Assignment →
Copy out, from the data below, each line in which the word "edges" occurs.

Records contained in a dataset →

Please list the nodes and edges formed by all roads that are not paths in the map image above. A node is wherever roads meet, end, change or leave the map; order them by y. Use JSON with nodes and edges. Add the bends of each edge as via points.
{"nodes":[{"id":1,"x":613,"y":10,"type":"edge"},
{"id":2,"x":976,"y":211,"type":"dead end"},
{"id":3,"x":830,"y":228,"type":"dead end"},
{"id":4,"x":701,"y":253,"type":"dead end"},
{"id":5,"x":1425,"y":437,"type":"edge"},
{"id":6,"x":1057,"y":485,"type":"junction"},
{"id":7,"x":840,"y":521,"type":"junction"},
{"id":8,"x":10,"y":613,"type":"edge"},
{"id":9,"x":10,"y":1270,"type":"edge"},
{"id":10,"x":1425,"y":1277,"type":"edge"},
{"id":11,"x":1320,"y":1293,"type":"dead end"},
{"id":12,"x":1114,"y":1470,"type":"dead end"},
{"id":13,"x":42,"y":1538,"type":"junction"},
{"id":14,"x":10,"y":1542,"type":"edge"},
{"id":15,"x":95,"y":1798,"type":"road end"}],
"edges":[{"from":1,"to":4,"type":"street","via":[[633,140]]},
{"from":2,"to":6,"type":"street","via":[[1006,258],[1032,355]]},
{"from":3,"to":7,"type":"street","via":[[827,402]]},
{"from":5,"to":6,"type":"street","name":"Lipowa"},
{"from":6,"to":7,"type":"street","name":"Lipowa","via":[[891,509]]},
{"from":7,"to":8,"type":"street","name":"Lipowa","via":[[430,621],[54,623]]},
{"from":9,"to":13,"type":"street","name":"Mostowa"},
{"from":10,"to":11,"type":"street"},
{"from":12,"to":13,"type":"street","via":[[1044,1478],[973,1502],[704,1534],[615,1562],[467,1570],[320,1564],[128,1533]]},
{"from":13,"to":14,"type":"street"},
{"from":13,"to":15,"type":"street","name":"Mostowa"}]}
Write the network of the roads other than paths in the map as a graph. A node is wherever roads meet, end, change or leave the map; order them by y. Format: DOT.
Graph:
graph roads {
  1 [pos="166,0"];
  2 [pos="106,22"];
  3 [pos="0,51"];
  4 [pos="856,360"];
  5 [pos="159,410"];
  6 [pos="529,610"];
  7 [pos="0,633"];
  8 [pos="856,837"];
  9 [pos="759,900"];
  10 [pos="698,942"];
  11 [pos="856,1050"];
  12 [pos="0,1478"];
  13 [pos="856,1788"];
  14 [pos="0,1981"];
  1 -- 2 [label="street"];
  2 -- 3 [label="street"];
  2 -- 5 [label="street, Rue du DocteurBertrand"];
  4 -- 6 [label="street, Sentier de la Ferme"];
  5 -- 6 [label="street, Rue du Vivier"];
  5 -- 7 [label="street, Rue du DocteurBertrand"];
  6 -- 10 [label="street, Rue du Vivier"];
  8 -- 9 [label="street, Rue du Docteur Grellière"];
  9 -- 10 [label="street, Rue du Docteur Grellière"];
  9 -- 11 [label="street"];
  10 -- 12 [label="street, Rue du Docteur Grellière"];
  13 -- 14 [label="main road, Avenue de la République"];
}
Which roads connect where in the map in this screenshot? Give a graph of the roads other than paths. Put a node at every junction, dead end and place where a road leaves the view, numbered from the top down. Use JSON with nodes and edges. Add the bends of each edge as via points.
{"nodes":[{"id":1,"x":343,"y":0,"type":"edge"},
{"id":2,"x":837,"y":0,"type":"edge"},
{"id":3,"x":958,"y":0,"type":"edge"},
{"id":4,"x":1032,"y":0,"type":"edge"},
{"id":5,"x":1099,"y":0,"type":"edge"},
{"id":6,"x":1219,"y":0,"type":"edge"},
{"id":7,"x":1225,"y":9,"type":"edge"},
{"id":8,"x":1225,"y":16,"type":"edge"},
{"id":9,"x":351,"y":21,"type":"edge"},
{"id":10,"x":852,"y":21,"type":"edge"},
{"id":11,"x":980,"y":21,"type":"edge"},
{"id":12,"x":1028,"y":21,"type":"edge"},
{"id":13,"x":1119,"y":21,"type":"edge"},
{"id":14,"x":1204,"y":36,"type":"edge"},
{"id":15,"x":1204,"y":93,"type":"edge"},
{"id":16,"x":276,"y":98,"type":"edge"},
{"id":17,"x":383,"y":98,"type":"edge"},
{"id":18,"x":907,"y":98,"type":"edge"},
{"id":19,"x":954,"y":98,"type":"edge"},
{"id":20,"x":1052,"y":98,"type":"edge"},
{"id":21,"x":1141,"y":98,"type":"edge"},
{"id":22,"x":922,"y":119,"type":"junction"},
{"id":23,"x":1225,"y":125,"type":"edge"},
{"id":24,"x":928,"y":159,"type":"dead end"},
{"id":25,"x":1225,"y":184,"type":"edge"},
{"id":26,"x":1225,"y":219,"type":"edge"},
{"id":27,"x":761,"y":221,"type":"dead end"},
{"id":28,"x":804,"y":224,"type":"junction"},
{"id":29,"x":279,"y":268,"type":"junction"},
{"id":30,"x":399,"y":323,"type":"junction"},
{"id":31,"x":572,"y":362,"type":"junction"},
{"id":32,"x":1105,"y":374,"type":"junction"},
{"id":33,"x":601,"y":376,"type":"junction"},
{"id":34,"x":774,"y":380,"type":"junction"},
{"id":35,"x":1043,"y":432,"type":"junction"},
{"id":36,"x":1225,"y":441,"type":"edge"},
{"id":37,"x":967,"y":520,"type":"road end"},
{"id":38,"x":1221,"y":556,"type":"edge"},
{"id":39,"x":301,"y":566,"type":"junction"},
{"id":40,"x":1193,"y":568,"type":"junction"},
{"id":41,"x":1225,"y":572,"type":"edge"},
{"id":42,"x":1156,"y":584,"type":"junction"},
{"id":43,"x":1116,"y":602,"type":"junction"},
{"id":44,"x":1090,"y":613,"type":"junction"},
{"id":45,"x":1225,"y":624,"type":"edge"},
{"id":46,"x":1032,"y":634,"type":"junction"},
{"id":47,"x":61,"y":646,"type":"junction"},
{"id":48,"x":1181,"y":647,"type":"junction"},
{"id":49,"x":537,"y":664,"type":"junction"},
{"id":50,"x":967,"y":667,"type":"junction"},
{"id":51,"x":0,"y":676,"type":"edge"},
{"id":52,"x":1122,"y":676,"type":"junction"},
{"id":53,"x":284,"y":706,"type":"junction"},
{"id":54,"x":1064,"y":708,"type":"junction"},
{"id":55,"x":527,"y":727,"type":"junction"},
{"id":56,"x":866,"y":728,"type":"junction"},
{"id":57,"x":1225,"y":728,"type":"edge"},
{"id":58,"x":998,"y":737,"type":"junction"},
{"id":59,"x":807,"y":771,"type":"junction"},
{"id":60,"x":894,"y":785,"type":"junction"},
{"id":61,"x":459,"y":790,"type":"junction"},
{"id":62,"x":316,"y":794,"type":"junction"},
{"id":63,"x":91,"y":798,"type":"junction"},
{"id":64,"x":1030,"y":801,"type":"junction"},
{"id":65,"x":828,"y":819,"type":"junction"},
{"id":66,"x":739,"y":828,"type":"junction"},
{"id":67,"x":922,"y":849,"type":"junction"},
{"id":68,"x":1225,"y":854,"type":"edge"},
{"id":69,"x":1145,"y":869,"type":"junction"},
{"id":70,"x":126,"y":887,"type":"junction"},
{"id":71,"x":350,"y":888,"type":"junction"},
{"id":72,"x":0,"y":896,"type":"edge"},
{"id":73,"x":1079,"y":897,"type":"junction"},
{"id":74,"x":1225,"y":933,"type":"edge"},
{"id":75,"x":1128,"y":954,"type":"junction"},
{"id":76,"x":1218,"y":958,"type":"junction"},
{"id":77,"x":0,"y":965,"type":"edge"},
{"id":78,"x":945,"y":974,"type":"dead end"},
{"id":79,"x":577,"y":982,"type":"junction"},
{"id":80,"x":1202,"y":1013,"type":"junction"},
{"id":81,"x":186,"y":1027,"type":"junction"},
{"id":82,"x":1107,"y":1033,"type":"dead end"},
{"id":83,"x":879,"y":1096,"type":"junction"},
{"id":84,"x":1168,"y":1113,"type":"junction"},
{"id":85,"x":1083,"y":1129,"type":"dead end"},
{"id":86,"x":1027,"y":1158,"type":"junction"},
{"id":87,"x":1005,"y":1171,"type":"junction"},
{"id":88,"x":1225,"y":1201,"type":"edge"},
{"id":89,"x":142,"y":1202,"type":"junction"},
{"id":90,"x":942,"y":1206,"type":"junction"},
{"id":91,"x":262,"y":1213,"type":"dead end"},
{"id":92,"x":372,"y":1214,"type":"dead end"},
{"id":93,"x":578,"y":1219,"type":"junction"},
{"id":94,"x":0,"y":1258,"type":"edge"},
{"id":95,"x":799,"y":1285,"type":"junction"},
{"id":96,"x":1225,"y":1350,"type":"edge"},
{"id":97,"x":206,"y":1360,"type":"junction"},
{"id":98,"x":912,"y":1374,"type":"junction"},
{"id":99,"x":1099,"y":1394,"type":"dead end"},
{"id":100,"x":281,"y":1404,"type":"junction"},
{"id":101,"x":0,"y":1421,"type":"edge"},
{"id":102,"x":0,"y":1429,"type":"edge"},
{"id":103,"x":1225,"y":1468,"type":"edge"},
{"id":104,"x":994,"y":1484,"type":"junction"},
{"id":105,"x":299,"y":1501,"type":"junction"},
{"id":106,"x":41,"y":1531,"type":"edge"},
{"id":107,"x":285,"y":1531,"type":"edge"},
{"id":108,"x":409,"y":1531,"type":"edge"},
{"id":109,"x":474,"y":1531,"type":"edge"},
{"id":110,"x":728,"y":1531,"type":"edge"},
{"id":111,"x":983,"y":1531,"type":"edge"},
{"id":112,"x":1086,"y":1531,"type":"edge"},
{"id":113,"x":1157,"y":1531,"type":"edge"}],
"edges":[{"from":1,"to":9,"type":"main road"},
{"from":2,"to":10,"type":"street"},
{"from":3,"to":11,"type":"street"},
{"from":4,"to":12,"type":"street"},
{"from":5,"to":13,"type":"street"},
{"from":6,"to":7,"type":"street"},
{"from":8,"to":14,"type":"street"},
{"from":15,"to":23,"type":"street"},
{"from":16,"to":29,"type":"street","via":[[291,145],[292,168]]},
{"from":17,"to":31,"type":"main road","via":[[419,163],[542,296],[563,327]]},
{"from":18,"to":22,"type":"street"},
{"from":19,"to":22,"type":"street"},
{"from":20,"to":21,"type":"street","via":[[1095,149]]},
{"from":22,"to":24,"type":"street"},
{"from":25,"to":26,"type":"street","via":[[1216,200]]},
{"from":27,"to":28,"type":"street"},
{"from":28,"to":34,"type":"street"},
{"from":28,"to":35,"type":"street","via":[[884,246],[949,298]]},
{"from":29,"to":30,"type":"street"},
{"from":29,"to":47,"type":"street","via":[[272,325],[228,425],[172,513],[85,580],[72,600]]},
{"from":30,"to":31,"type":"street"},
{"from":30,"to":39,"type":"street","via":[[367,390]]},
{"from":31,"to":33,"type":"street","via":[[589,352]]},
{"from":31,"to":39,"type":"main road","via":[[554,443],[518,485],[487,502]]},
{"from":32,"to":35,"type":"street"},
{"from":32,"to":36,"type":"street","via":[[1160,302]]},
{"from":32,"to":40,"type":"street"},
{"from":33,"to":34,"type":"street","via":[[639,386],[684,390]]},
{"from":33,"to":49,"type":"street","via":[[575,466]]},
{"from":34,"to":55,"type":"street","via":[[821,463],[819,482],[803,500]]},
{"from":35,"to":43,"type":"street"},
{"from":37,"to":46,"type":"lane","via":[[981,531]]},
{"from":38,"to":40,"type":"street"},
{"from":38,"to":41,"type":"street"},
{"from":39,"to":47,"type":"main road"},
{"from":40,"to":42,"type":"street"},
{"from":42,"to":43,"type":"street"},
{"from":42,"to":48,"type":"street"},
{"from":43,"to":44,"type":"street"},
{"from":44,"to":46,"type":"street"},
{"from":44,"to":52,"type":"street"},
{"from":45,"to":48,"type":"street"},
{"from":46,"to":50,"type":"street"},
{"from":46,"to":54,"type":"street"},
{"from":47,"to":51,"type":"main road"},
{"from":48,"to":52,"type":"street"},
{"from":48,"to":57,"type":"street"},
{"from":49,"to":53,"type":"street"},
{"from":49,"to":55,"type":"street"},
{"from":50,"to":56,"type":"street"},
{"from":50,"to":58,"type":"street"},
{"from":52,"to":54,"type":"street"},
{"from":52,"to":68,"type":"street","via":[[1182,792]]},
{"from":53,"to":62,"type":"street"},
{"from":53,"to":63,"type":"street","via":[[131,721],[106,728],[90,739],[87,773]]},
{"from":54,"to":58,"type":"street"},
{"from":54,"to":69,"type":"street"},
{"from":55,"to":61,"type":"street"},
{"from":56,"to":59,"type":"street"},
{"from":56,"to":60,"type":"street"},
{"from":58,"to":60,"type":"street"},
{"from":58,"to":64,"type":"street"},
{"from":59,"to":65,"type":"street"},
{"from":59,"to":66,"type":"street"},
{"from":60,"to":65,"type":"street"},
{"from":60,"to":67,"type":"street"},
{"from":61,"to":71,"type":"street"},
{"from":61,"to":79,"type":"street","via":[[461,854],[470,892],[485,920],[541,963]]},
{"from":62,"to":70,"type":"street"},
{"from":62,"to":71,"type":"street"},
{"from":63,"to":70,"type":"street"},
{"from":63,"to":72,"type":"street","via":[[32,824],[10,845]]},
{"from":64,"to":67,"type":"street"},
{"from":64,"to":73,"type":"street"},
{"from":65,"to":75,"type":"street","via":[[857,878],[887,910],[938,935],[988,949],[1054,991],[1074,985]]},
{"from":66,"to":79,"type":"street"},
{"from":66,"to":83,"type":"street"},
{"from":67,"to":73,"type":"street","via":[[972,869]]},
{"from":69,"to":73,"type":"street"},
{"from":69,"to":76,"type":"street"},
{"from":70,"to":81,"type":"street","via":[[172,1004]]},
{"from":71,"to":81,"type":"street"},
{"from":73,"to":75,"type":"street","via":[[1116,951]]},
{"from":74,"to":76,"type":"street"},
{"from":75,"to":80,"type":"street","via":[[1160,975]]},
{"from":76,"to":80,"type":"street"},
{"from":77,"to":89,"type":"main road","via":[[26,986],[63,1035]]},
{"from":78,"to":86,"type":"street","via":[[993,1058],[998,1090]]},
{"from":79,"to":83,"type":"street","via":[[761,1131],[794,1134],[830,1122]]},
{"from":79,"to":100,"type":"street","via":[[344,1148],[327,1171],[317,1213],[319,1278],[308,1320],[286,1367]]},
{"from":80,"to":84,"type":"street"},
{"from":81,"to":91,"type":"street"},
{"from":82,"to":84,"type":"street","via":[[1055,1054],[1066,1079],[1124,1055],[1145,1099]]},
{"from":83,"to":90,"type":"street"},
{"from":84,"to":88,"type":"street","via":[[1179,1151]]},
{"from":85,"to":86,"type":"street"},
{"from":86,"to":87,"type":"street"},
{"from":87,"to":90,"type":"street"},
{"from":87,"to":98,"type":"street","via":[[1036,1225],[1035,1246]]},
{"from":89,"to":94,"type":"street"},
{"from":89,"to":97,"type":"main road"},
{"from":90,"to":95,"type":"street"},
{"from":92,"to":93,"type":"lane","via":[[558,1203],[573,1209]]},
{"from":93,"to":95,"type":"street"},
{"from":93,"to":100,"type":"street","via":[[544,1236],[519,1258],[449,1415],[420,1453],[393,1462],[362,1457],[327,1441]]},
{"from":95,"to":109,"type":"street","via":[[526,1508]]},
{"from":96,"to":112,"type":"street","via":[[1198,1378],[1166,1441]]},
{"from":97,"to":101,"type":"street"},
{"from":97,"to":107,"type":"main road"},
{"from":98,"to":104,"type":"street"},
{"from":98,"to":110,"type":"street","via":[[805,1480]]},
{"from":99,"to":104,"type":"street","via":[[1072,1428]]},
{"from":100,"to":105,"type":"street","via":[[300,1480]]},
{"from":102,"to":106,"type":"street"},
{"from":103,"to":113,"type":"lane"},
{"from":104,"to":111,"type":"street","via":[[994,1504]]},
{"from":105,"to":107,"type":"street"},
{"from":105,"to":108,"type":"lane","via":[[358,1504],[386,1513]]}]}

Response to this task →
Please list the nodes and edges formed by all roads that are not paths in the map image above. A node is wherever roads meet, end, change or leave the map; order them by y. Use JSON with nodes and edges. Add the bends of each edge as via points.
"edges":[{"from":1,"to":4,"type":"street","via":[[633,140]]},
Which roads connect where in the map in this screenshot? Give a graph of the roads other than paths. Put a node at every junction, dead end and place where a road leaves the view, numbered from the top down. Use JSON with nodes and edges. Add the bends of each edge as via points.
"edges":[{"from":1,"to":9,"type":"main road"},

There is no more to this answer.